Thursday, October 9, 2014

100,000th page view less than a month away (probably)

Conversion of St. Hubert, Studio of the Master of the Life of the Virgin

Inigo Hicks will reach the prestigious 100,000 page view plateau soon.  The contest to guess the day this historic event will actually happen is still going on, and it's pretty wide open, since to date we have received only one guess.   As of right now, we've had 97,860 page views, and we've been getting around 2,500 page views a month.  The prize for the first person to guess the date Inigo Hicks hits 100,000 page views is a rosary custom made by the Sisters of Carmel, who make the best rosaries on the web.  Everybody gets one guess.
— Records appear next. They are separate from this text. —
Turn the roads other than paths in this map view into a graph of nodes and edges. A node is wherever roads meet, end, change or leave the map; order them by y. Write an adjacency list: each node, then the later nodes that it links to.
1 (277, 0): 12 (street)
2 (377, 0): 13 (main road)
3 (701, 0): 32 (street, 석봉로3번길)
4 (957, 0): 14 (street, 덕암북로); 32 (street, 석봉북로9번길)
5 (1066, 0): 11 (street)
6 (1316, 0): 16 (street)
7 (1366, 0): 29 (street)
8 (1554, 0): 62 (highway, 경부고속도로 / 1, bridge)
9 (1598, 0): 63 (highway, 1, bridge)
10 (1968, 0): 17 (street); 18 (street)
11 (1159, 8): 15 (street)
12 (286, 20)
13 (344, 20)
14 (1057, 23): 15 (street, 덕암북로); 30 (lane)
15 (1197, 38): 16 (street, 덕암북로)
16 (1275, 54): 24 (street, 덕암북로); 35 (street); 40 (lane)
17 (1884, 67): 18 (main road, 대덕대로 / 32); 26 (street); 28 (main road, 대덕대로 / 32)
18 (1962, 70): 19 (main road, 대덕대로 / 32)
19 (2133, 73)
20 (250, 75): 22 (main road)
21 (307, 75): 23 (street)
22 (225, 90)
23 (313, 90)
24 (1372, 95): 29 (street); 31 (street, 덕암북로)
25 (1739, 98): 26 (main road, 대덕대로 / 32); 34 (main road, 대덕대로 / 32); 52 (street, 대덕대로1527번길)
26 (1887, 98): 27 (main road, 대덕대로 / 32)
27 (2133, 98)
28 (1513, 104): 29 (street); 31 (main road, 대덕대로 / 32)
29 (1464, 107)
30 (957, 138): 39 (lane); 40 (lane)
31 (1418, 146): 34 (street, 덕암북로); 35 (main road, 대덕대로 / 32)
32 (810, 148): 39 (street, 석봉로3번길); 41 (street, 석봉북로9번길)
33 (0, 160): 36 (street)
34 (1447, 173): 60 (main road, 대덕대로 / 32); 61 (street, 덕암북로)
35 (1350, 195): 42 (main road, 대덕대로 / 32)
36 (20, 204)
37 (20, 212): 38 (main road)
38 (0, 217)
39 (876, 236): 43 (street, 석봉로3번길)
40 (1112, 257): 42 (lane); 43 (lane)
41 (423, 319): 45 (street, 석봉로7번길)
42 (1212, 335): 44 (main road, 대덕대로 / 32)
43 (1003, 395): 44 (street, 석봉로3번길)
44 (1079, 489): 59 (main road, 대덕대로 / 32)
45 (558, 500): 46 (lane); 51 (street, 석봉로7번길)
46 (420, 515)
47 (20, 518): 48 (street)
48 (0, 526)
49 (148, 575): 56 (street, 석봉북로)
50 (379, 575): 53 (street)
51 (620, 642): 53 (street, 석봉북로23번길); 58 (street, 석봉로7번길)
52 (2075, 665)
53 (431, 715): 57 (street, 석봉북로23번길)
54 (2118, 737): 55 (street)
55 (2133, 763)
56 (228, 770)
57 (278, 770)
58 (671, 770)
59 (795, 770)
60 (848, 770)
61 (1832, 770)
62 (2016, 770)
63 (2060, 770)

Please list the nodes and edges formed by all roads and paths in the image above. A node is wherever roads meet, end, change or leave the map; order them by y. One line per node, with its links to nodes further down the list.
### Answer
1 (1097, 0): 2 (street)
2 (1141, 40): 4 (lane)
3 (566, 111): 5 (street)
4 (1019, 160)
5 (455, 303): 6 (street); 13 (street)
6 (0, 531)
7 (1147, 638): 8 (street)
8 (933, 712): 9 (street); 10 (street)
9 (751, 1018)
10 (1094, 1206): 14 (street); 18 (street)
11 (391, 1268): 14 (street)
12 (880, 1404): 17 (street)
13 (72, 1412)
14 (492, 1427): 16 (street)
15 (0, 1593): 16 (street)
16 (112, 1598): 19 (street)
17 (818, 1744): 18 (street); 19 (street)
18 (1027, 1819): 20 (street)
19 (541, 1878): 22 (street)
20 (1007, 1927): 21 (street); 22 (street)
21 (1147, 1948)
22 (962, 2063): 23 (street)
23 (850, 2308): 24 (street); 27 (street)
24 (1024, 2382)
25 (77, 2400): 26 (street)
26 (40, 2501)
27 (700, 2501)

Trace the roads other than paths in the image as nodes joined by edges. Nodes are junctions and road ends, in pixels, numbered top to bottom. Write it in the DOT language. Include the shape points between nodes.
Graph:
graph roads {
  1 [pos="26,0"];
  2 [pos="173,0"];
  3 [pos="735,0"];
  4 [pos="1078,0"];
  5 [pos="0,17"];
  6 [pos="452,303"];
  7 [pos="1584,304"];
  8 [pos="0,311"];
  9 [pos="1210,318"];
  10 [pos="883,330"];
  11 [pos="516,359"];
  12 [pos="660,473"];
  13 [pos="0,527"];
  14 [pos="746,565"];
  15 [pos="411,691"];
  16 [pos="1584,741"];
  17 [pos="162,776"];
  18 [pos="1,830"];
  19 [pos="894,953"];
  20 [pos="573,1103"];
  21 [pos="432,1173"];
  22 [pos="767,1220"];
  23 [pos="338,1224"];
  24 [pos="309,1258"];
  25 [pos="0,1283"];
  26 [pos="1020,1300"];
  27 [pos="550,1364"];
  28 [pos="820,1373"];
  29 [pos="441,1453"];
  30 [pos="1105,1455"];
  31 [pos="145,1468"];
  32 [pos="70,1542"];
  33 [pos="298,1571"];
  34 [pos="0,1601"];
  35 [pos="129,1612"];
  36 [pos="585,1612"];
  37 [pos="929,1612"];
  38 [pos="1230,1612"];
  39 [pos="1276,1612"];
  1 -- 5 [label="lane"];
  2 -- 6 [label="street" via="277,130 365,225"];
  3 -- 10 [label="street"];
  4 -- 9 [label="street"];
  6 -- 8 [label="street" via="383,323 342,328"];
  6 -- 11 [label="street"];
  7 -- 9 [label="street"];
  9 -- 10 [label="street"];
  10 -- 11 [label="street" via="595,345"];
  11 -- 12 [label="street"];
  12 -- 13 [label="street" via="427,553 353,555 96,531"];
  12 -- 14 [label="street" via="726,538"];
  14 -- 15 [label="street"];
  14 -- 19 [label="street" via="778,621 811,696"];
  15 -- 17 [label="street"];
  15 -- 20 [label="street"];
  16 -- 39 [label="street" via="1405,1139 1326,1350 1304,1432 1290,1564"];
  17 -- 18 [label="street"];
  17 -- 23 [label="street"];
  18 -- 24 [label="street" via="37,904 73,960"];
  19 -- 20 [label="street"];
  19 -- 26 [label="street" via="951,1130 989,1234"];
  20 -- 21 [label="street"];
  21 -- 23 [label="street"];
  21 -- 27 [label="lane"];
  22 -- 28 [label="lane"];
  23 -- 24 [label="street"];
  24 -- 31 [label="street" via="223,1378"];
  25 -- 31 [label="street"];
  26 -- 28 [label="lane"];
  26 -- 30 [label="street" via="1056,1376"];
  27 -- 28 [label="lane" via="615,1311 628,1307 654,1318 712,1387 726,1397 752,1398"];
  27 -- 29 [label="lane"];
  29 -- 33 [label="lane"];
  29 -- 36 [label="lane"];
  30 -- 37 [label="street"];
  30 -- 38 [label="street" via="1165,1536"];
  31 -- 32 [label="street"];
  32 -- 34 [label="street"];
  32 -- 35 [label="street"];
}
The rosary has black oval cocoa wood beads on a black cord, an Our Lady of Fatima centerpiece, and a St. Benedict crucifix.  It was supposed to have a St. Ignatius medal attached to the centerpiece, but I must have clicked the wrong button, because it has a St. Hubert medal instead.   For those not familiar with St. Hubert (c. 656–727 A.D) here is his story.  After his wife died in childbirth, St. Hubert spent all his time hunting in the Ardennes forest.   According to legend, one Good Friday, when everybody else was in church, Hubert was out hunting in the forest when he had a vision of a stag with a crucifix between its antlers.  Hubert also heard a voice saying "Hubert, unless thou turnest to the Lord, and leadest an holy life, thou shalt quickly go down into hell".  Hubert duly turned to the Lord, giving away his possessions, becoming a priest and eventually a bishop.  His feast day is Nov. 3.  It would be kind of interesting if that turns out to be the day this blog hits 100,000 page views.

Another interesting thing about this contest is that the prize was lost for about a month.  The Sisters of Carmel emailed me that they shipped it on the same day as another rosary I'd ordered a few weeks earlier.  The other rosary arrived, but the prize rosary didn't.  After a few days passed, and the prize rosary still hadn't arrived, I assumed the rosaries had been shipped in the same package and I'd accidentally thrown out the prize rosary along with the packaging of the rosary that was delivered.  The rosary was in a pretty big envelope with a lot of plastic peanuts so it was possible the prize rosary was in there but I didnt see it.  I didn't want to hassle the Sisters of Carmel about it, so I said a prayer to St. Anthony of Padua, the go-to saint when you need help finding a lost object, and figured I'd have to order a replacement.  After about a month, though, I got an email from the Sisters of Carmel telling me they'd found the rosary, and would ship it right away.  That was a little weird, since I never told them I didn't receive the rosary.  I've also been imagining how the discovery of the unshipped rosary might have taken place.

"Who keeps leaving their rosary on the "Rosaries to be Shipped" table?  I swear this one has been here everyday for at least a month."

"It's not mine."
"It's not mine."
"It's not mine."
"I keep my rosary in this small, holster-like device."

"Fine, then whose is it?"

"Maybe that rosary needs to be shipped to somebody.  That's probably why it's on the "Rosaries to be Shipped" table."


Anyway, the rosary finally arrived, and it's a beauty.

Please enter your guess in the comments section of this post.

St. Hubert and St. Anthony of Padua, pray for us.